● WHAT YOU NEED TO DO
The lines below should be written out again in full, exactly as they are.

● RECORDS
------------------------------------------------

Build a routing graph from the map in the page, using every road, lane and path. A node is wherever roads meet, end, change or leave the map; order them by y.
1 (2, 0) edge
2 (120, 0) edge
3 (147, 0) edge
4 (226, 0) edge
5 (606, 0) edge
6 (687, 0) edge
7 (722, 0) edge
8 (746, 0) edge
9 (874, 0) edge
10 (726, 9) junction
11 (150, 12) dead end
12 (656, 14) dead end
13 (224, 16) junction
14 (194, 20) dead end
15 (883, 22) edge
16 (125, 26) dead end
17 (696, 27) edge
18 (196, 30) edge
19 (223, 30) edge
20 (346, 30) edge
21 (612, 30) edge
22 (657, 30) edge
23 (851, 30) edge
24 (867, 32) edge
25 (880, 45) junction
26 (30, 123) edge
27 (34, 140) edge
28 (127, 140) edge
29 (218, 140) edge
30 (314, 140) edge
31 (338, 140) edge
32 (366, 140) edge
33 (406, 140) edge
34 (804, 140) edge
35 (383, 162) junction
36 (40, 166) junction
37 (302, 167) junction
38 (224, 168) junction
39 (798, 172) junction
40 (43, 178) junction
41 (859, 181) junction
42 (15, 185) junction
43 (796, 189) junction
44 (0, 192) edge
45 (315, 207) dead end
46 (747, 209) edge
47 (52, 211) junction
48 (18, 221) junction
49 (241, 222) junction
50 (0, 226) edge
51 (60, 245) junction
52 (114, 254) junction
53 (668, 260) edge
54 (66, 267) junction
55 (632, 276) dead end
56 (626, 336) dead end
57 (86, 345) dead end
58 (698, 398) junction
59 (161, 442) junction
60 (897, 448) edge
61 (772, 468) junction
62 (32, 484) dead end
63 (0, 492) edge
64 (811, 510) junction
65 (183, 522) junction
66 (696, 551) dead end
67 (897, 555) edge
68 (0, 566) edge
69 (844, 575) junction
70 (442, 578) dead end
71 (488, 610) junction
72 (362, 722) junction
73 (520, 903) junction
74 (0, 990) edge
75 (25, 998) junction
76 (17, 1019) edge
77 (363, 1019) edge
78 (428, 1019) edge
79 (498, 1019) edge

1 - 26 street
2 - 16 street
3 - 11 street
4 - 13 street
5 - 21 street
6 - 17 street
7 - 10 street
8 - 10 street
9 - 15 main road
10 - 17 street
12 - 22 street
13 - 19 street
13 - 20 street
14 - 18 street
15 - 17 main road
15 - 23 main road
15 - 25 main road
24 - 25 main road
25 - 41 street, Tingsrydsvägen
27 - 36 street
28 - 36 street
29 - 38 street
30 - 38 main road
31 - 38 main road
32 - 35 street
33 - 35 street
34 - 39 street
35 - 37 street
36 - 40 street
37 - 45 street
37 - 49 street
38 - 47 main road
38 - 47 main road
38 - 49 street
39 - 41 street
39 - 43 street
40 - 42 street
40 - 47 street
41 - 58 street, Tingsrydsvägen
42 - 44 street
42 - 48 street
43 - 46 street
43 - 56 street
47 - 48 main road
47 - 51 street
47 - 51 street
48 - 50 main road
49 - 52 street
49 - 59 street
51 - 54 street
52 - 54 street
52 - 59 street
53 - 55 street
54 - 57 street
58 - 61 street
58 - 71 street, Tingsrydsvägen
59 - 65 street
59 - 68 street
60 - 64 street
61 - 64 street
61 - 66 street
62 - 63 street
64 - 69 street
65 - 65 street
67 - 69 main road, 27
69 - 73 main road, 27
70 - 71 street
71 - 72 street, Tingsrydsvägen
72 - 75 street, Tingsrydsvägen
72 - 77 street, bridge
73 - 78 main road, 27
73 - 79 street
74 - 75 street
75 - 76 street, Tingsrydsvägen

------------------------------------------------

● ANSWER BELOW
Build a routing graph from the map in the page, using every road, lane and path. A node is wherever roads meet, end, change or leave the map; order them by y.
1 (2, 0) edge
2 (120, 0) edge
3 (147, 0) edge
4 (226, 0) edge
5 (606, 0) edge
6 (687, 0) edge
7 (722, 0) edge
8 (746, 0) edge
9 (874, 0) edge
10 (726, 9) junction
11 (150, 12) dead end
12 (656, 14) dead end
13 (224, 16) junction
14 (194, 20) dead end
15 (883, 22) edge
16 (125, 26) dead end
17 (696, 27) edge
18 (196, 30) edge
19 (223, 30) edge
20 (346, 30) edge
21 (612, 30) edge
22 (657, 30) edge
23 (851, 30) edge
24 (867, 32) edge
25 (880, 45) junction
26 (30, 123) edge
27 (34, 140) edge
28 (127, 140) edge
29 (218, 140) edge
30 (314, 140) edge
31 (338, 140) edge
32 (366, 140) edge
33 (406, 140) edge
34 (804, 140) edge
35 (383, 162) junction
36 (40, 166) junction
37 (302, 167) junction
38 (224, 168) junction
39 (798, 172) junction
40 (43, 178) junction
41 (859, 181) junction
42 (15, 185) junction
43 (796, 189) junction
44 (0, 192) edge
45 (315, 207) dead end
46 (747, 209) edge
47 (52, 211) junction
48 (18, 221) junction
49 (241, 222) junction
50 (0, 226) edge
51 (60, 245) junction
52 (114, 254) junction
53 (668, 260) edge
54 (66, 267) junction
55 (632, 276) dead end
56 (626, 336) dead end
57 (86, 345) dead end
58 (698, 398) junction
59 (161, 442) junction
60 (897, 448) edge
61 (772, 468) junction
62 (32, 484) dead end
63 (0, 492) edge
64 (811, 510) junction
65 (183, 522) junction
66 (696, 551) dead end
67 (897, 555) edge
68 (0, 566) edge
69 (844, 575) junction
70 (442, 578) dead end
71 (488, 610) junction
72 (362, 722) junction
73 (520, 903) junction
74 (0, 990) edge
75 (25, 998) junction
76 (17, 1019) edge
77 (363, 1019) edge
78 (428, 1019) edge
79 (498, 1019) edge

1 - 26 street
2 - 16 street
3 - 11 street
4 - 13 street
5 - 21 street
6 - 17 street
7 - 10 street
8 - 10 street
9 - 15 main road
10 - 17 street
12 - 22 street
13 - 19 street
13 - 20 street
14 - 18 street
15 - 17 main road
15 - 23 main road
15 - 25 main road
24 - 25 main road
25 - 41 street, Tingsrydsvägen
27 - 36 street
28 - 36 street
29 - 38 street
30 - 38 main road
31 - 38 main road
32 - 35 street
33 - 35 street
34 - 39 street
35 - 37 street
36 - 40 street
37 - 45 street
37 - 49 street
38 - 47 main road
38 - 47 main road
38 - 49 street
39 - 41 street
39 - 43 street
40 - 42 street
40 - 47 street
41 - 58 street, Tingsrydsvägen
42 - 44 street
42 - 48 street
43 - 46 street
43 - 56 street
47 - 48 main road
47 - 51 street
47 - 51 street
48 - 50 main road
49 - 52 street
49 - 59 street
51 - 54 street
52 - 54 street
52 - 59 street
53 - 55 street
54 - 57 street
58 - 61 street
58 - 71 street, Tingsrydsvägen
59 - 65 street
59 - 68 street
60 - 64 street
61 - 64 street
61 - 66 street
62 - 63 street
64 - 69 street
65 - 65 street
67 - 69 main road, 27
69 - 73 main road, 27
70 - 71 street
71 - 72 street, Tingsrydsvägen
72 - 75 street, Tingsrydsvägen
72 - 77 street, bridge
73 - 78 main road, 27
73 - 79 street
74 - 75 street
75 - 76 street, Tingsrydsvägen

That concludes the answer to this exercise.